The PSD-PNL-UDMR governing coalition, led by Prime Minister Nicolae Ciucă, has drawn up a government program for the period 2021-2024, which provides for an increase in the pension point to 1,586 lei and the minimum pension to 1,000 lei, an increase in the contribution paid to private Pillar II pensions until 2024 and the recalculation of special pensions. The government also wants to change the threshold for taxing micro-enterprises. Please note that the document is a draft and is subject to change.

Here are the main provisions of the government program.

Minimum wage

Increase the gross minimum wage to 2,550 lei from 1 January 2022.

Limiting the duration of the minimum wage for one person to a maximum of 24 months, during which time the employer will benefit from state support for the qualification of the employee paid the minimum wage.

Wages public system

Elimination of wage discrepancies in the budgetary system.

An analysis of all categories of bonuses will be carried out, taking into account the conditionality assumed in the PNRR and the negotiations with the European Commission;

Granting a monthly performance bonus to staff who have achieved or directly participated in achieving outstanding results in the work of the public institution/authority or the system to which they belong, have participated in activities of a special nature, have carried out work of an exceptional nature or have had a volume of work significantly exceeding the optimum volume of work, in relation to the complexity of the tasks, on the basis of the criteria laid down by the authorizing officer, subject to the maximum percentage laid down by law;

Pensions

Increase the pension point to 1,586 lei and increase the minimum social allowance from 800 lei to 1000 lei as of 1 January 2022; Support low-income pensioners to overcome the winter period of 2022.

Increase contributions to the 2nd pension pillar by one percentage point from the current 3.75% after the transfer of social contributions to employees to 4.75% in 2024;

As regards the 6 categories of service pensions, they will be recalculated on the basis of the contributory principle, in accordance with the case law of the Constitutional Court.

Amendment of the Tax Code to eliminate the facility of exemption from the payment of the social health insurance contribution for individuals who are pensioners, for pension income exceeding 4,000 lei.

Offshore

Amendment and completion of Law No 256/2018 (offshore law) by the end of 2021. Also, completing the legal provisions for the application of the same tax regime for deep onshore perimeters.

Modular Nuclear reactors on former coal plants

The completion of a first SMR project in one of the Three Seas Initiative (TSI) partner countries is essential to demonstrate the effectiveness of the strategy to replace coal-fired power plants with SMRs.
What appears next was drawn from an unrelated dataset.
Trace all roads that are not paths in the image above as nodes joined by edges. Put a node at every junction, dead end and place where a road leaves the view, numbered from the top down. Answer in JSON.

Romania has all the prerequisites for the first SMR development in the region on a 50 Hz system and can become a hub for SMR production in the region, as well as a base for preparing and supporting the operation of this new technology in other Three Seas Initiative countries.

SMRs could be built on existing coal-fired power plant sites, providing a source of clean, carbon-free power generation, maintaining jobs and tax revenues while contributing to the local economy.

Taxation

Review distortions and loopholes in tax legislation, ensuring fairness and equity in the system based on the principle of tax neutrality.
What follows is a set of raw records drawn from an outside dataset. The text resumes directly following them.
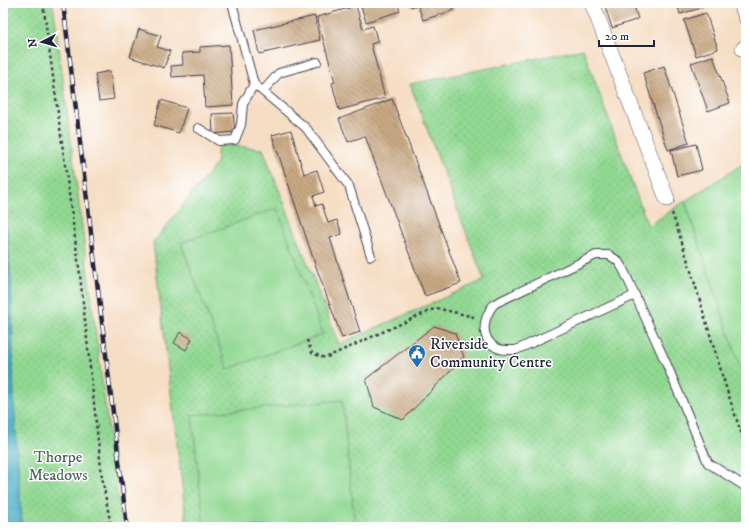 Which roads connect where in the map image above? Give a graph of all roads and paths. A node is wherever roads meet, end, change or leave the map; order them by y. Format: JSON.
{"nodes":[{"id":1,"x":43,"y":3,"type":"edge"},
{"id":2,"x":232,"y":3,"type":"edge"},
{"id":3,"x":592,"y":3,"type":"edge"},
{"id":4,"x":741,"y":3,"type":"edge"},
{"id":5,"x":746,"y":18,"type":"edge"},
{"id":6,"x":317,"y":62,"type":"dead end"},
{"id":7,"x":254,"y":84,"type":"junction"},
{"id":8,"x":263,"y":90,"type":"junction"},
{"id":9,"x":198,"y":128,"type":"dead end"},
{"id":10,"x":667,"y":199,"type":"joint"},
{"id":11,"x":371,"y":256,"type":"dead end"},
{"id":12,"x":635,"y":295,"type":"junction"},
{"id":13,"x":485,"y":319,"type":"junction"},
{"id":14,"x":307,"y":340,"type":"dead end"},
{"id":15,"x":746,"y":446,"type":"edge"},
{"id":16,"x":746,"y":487,"type":"edge"},
{"id":17,"x":110,"y":527,"type":"edge"}],
"edges":[{"from":1,"to":17,"type":"path"},
{"from":2,"to":7,"type":"lane"},
{"from":3,"to":10,"type":"street"},
{"from":4,"to":5,"type":"street"},
{"from":6,"to":8,"type":"lane"},
{"from":7,"to":8,"type":"lane"},
{"from":7,"to":9,"type":"lane"},
{"from":8,"to":11,"type":"lane"},
{"from":10,"to":15,"type":"path"},
{"from":12,"to":13,"type":"lane"},
{"from":12,"to":13,"type":"lane"},
{"from":12,"to":16,"type":"lane"},
{"from":13,"to":14,"type":"path"}]}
Reducing the informal economy, combating tax evasion, reintroducing withholding tax, tackling the reduction of labor taxation especially in the area of low income should be reviewed in the first year of government.

Reviewing the tax framework

Review the Romanian tax system with a view to developing recommendations to ensure that the tax system contributes to promoting and preserving sustainable economic growth

Entry into force of the amendments to the Tax Code gradually reducing the scope of the special tax regime for micro-enterprises.
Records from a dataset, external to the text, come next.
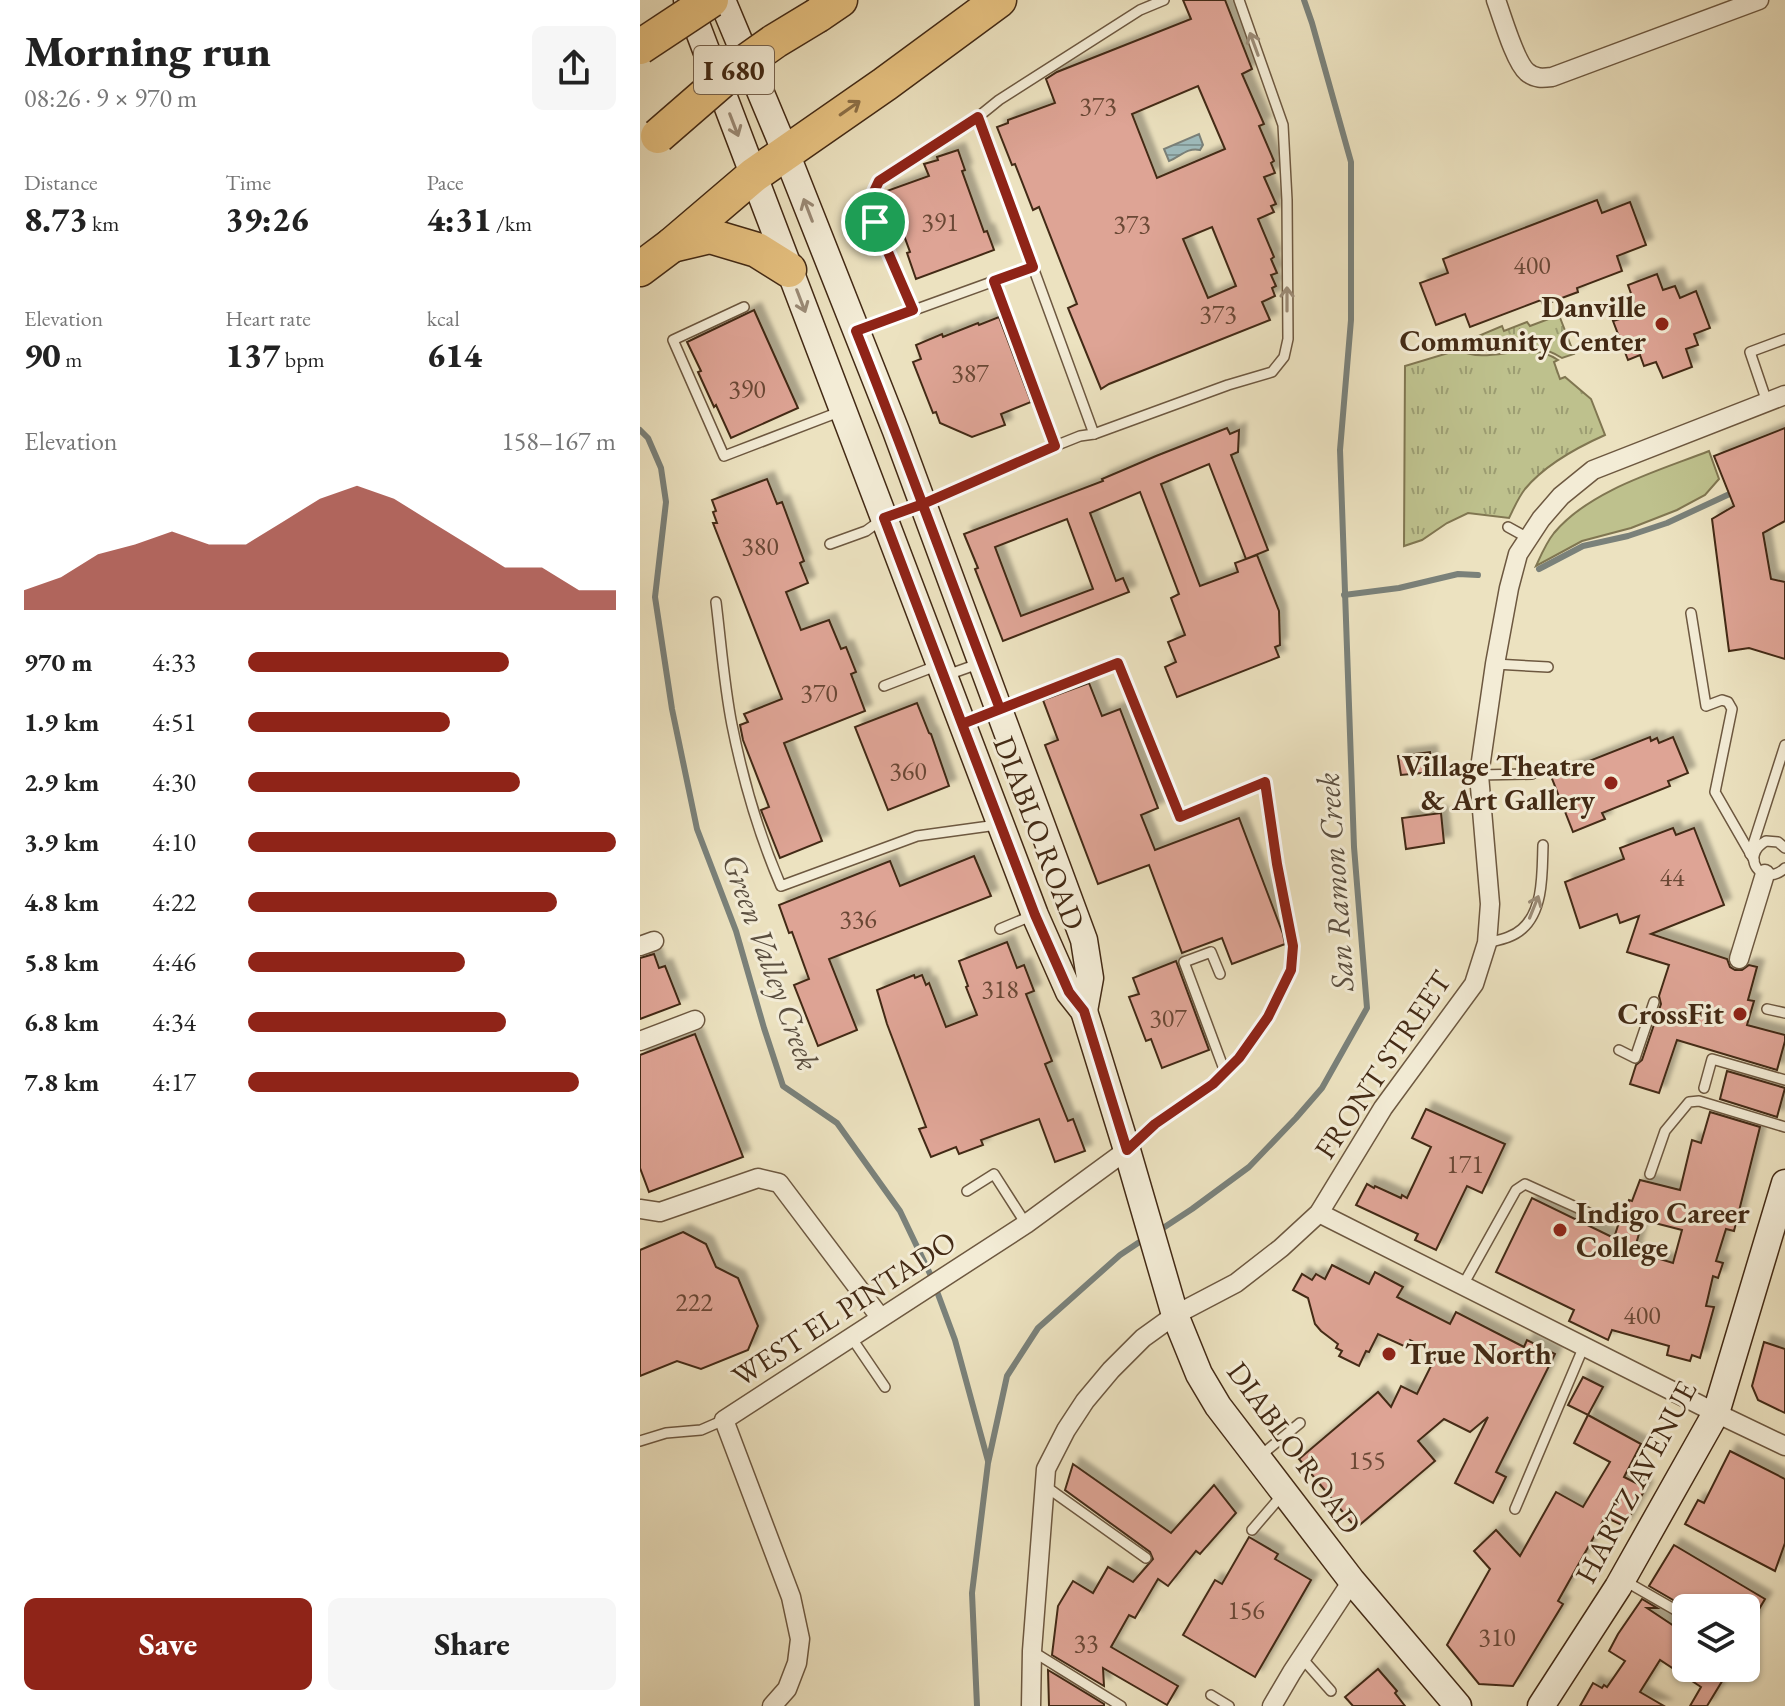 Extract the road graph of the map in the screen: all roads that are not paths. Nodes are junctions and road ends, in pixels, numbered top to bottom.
1 (685, 0) edge
2 (711, 0) edge
3 (722, 0) edge
4 (999, 0) edge
5 (1164, 0) edge
6 (1239, 0) edge
7 (1496, 0) edge
8 (1759, 0) edge
9 (829, 7) edge
10 (644, 38) edge
11 (978, 117) junction
12 (649, 144) edge
13 (786, 153) junction
14 (754, 175) junction
15 (672, 245) junction
16 (1033, 267) junction
17 (640, 269) edge
18 (789, 270) junction
19 (994, 281) junction
20 (744, 307) dead end
21 (913, 310) junction
22 (856, 331) junction
23 (1785, 339) edge
24 (1785, 395) edge
25 (1767, 402) junction
26 (843, 410) junction
27 (1094, 434) junction
28 (1055, 446) junction
29 (923, 504) junction
30 (884, 518) junction
31 (1508, 527) dead end
32 (1528, 538) junction
33 (830, 544) dead end
34 (716, 602) dead end
35 (1691, 613) dead end
36 (981, 662) junction
37 (1495, 664) junction
38 (1548, 667) dead end
39 (942, 671) junction
40 (884, 686) dead end
41 (1000, 709) junction
42 (962, 724) junction
43 (1785, 745) edge
44 (1532, 774) dead end
45 (1479, 775) junction
46 (1000, 825) junction
47 (1543, 845) dead end
48 (1785, 848) edge
49 (1756, 863) junction
50 (1785, 868) edge
51 (1035, 915) junction
52 (1000, 929) dead end
53 (1487, 943) junction
54 (1739, 959) dead end
55 (1220, 974) dead end
56 (1654, 1002) dead end
57 (1767, 1009) dead end
58 (1084, 1011) junction
59 (1785, 1013) edge
60 (695, 1020) dead end
61 (640, 1041) edge
62 (1619, 1050) dead end
63 (1225, 1072) junction
64 (1785, 1080) edge
65 (1704, 1088) dead end
66 (1785, 1127) edge
67 (1127, 1150) junction
68 (1650, 1174) dead end
69 (1784, 1189) edge
70 (967, 1191) dead end
71 (640, 1209) edge
72 (1319, 1213) junction
73 (1600, 1218) dead end
74 (1026, 1224) junction
75 (1463, 1285) junction
76 (887, 1313) junction
77 (1175, 1315) junction
78 (851, 1337) junction
79 (1584, 1346) junction
80 (885, 1387) dead end
81 (1716, 1413) junction
82 (724, 1420) junction
83 (1300, 1423) dead end
84 (640, 1441) edge
85 (1785, 1446) edge
86 (1257, 1458) junction
87 (1045, 1486) junction
88 (1284, 1493) junction
89 (1515, 1509) dead end
90 (1252, 1530) dead end
91 (1146, 1558) dead end
92 (1622, 1579) junction
93 (1352, 1581) junction
94 (1672, 1608) edge
95 (1032, 1651) junction
96 (1301, 1657) junction
97 (1331, 1691) dead end
98 (1211, 1695) dead end
99 (772, 1706) edge
100 (1031, 1706) edge
101 (1121, 1706) edge
102 (1229, 1706) edge
103 (1272, 1706) edge
104 (1458, 1706) edge
105 (1541, 1706) edge

1 - 10 highway
1 -> 14 street, DIABLO ROAD
2 - 10 highway, I 680, bridge
3 - 13 street, DIABLO ROAD
13 -> 4 highway
5 - 11 lane
27 -> 6 lane
7 - 8 street
9 - 12 highway, I 680, bridge
11 - 16 lane
11 - 21 lane
13 - 14 highway
22 -> 13 street, DIABLO ROAD
14 - 15 highway
14 - 18 street, DIABLO ROAD
15 - 17 highway
15 - 18 highway
16 - 19 lane
16 - 27 lane
18 -> 26 street, DIABLO ROAD
19 - 21 lane
19 - 28 lane
20 - 26 lane
21 - 22 lane
22 - 29 street, DIABLO ROAD
23 - 25 lane
24 - 25 street, FRONT STREET
25 - 32 street, FRONT STREET
26 - 30 street, DIABLO ROAD
27 - 28 lane
28 - 29 lane
29 - 30 lane
29 - 36 street, DIABLO ROAD
30 - 33 lane
30 - 39 street, DIABLO ROAD
31 - 32 lane
32 - 37 street, FRONT STREET
34 - 46 lane
35 - 49 lane
36 - 39 lane
36 - 41 street, DIABLO ROAD
37 - 38 lane
37 - 45 street, FRONT STREET
39 - 40 lane
39 - 42 street, DIABLO ROAD
41 - 42 lane
41 - 58 street, DIABLO ROAD
41 - 63 lane
42 - 46 street, DIABLO ROAD
43 - 49 lane
44 - 45 lane
45 - 53 street, FRONT STREET
46 - 51 street, DIABLO ROAD
53 -> 47 lane
48 - 49 lane
49 - 50 lane
49 - 54 street
51 - 52 lane
51 - 58 street, DIABLO ROAD
53 - 72 street, FRONT STREET
55 - 63 lane
56 - 62 lane
57 - 59 lane
58 - 67 street, DIABLO ROAD
60 - 61 street
63 - 67 lane
64 - 65 lane
66 - 68 lane
67 - 74 street, WEST EL PINTADO
67 - 77 street, DIABLO ROAD
69 - 81 street, HARTZ AVENUE
70 - 74 lane
71 - 76 street
72 - 75 street
72 - 77 street, FRONT STREET
73 - 75 lane
74 - 76 street, WEST EL PINTADO
75 - 79 street
76 - 78 street, WEST EL PINTADO
77 - 86 street, DIABLO ROAD
77 - 87 street, FRONT STREET
78 - 80 lane
78 - 82 street, WEST EL PINTADO
79 - 81 street
79 - 89 lane
81 - 85 street
81 - 92 street, HARTZ AVENUE
82 - 84 lane
82 - 99 street, WEST EL PINTADO
83 - 86 lane
86 - 88 street, DIABLO ROAD
87 - 91 lane
87 - 95 street, FRONT STREET
88 - 90 lane
88 - 93 street, DIABLO ROAD
92 - 94 lane
92 - 105 street, HARTZ AVENUE
93 - 96 street
93 - 104 street, DIABLO ROAD
95 - 100 street, FRONT STREET
95 - 101 lane
96 - 97 lane
96 - 103 street
98 - 102 lane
Entry into force of: tax incentives to simplify the tax system to make it more efficient, transparent, fair by 2024.

Entry into force of the law to implement a new distance-based taxation system for heavy vehicles (trucks) and the introduction of higher taxes for ownership of the most polluting passenger vehicles (cars/bus/coaches), based on the polluter pays principle and the principle of green taxation.